::: Material supplied

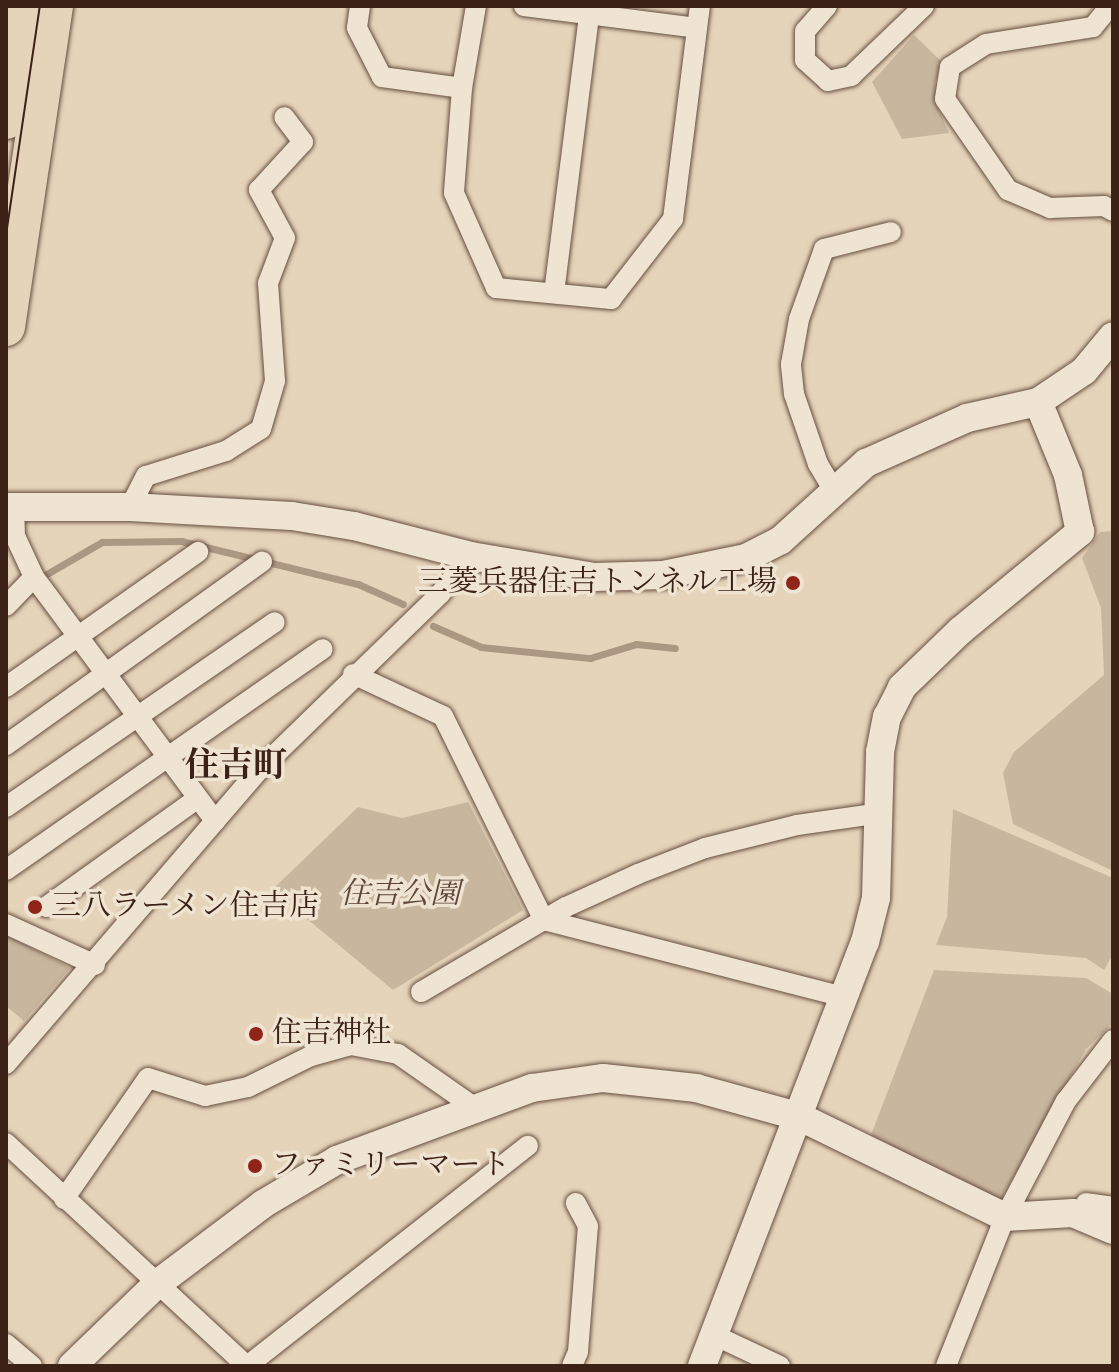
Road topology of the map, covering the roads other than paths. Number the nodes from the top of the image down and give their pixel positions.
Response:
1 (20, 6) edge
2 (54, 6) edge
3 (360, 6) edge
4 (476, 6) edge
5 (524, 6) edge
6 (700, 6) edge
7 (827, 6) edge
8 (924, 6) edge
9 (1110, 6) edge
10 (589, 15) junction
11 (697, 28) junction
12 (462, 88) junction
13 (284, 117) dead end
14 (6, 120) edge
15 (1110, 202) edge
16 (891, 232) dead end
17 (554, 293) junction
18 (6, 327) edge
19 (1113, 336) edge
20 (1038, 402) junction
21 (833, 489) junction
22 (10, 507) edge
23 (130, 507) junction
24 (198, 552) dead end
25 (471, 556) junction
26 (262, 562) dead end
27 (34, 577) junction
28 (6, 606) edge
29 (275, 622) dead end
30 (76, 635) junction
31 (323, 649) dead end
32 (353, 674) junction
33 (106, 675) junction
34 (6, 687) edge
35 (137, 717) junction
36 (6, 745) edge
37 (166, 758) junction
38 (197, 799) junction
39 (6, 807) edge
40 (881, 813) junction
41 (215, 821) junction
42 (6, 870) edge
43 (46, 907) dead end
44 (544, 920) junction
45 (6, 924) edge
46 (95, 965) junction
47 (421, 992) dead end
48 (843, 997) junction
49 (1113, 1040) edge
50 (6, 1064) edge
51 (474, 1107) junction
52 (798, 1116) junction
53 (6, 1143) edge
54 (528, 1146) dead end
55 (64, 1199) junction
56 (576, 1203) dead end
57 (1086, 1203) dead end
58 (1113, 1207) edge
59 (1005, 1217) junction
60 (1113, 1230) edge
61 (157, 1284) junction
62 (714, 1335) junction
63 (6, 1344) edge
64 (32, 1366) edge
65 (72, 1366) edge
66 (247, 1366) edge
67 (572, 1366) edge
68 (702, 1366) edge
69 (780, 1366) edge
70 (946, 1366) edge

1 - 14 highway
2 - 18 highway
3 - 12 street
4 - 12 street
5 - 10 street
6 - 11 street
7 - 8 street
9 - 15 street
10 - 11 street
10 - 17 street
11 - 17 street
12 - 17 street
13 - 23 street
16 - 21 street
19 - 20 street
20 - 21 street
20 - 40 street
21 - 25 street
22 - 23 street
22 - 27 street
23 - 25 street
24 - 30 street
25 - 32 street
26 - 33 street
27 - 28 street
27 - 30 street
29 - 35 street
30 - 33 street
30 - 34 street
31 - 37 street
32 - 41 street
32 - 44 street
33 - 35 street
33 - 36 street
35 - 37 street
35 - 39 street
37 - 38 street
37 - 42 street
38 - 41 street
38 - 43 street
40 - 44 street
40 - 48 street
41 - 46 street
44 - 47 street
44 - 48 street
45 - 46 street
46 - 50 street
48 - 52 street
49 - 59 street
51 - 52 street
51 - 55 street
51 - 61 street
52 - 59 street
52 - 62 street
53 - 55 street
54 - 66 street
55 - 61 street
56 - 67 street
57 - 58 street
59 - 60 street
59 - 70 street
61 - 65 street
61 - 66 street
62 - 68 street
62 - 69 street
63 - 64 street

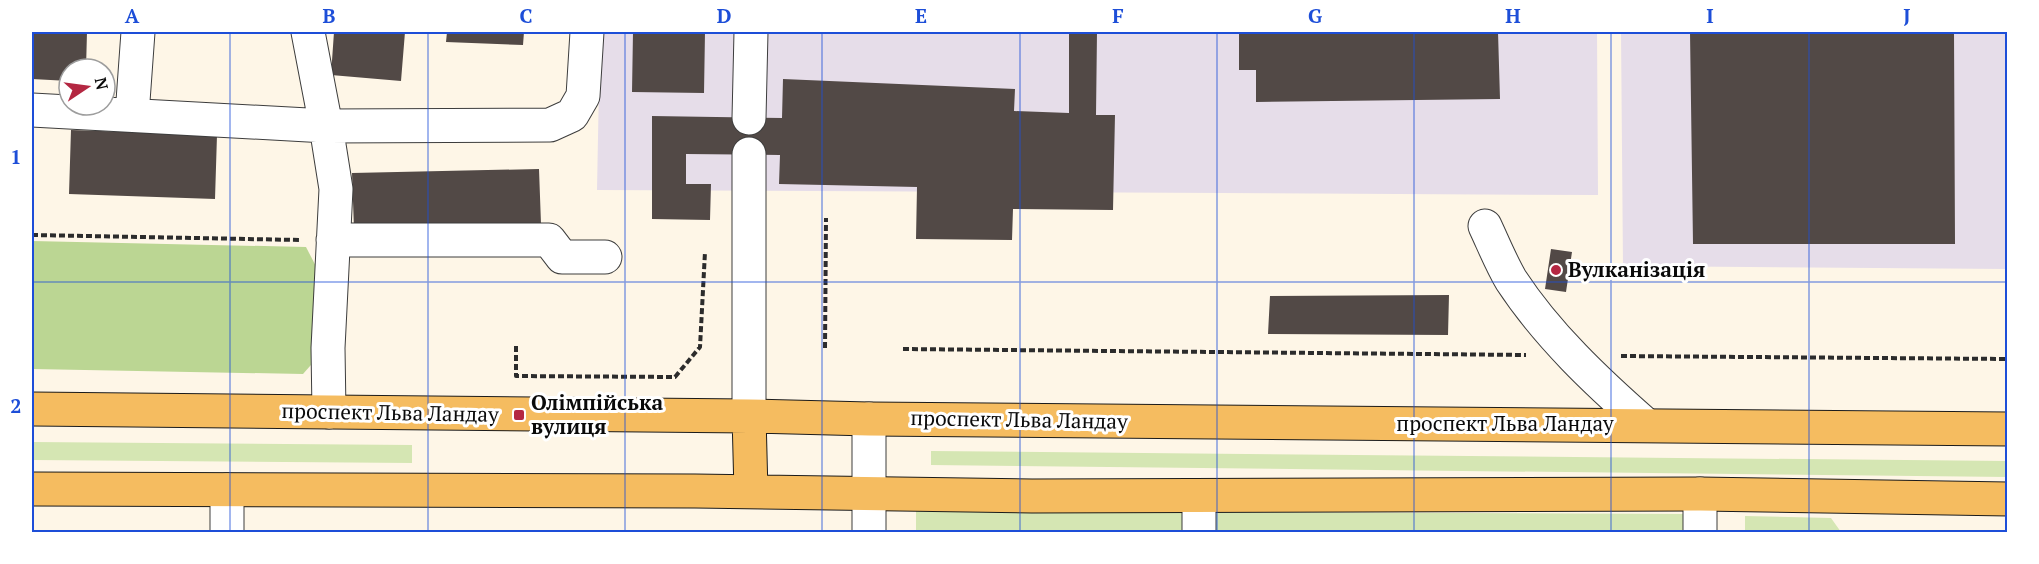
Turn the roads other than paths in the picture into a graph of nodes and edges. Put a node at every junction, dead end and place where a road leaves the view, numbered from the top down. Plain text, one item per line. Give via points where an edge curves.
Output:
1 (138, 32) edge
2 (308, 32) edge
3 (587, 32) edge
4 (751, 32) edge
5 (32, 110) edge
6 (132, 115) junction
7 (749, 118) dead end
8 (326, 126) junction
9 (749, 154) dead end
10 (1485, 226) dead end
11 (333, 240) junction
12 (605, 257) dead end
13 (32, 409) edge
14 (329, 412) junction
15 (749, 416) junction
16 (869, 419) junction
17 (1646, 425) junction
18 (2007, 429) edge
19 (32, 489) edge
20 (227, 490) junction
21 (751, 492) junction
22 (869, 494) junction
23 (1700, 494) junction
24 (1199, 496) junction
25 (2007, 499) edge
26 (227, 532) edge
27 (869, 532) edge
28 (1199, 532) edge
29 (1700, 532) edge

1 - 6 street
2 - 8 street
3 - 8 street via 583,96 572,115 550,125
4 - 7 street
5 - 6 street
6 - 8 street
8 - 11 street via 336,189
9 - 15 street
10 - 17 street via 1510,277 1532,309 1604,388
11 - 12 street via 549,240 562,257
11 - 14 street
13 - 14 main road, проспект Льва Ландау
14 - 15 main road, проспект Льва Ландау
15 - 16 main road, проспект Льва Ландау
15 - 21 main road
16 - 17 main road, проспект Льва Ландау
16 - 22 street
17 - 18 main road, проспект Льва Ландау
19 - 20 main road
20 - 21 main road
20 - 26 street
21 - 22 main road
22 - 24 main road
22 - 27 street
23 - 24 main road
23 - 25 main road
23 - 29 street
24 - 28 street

::::::

Directions for this task:
Each line in the entries above that includes the string "other" should be extracted.

Answer below:
Road topology of the map, covering the roads other than paths. Number the nodes from the top of the image down and give their pixel positions.
Turn the roads other than paths in the picture into a graph of nodes and edges. Put a node at every junction, dead end and place where a road leaves the view, numbered from the top down. Plain text, one item per line. Give via points where an edge curves.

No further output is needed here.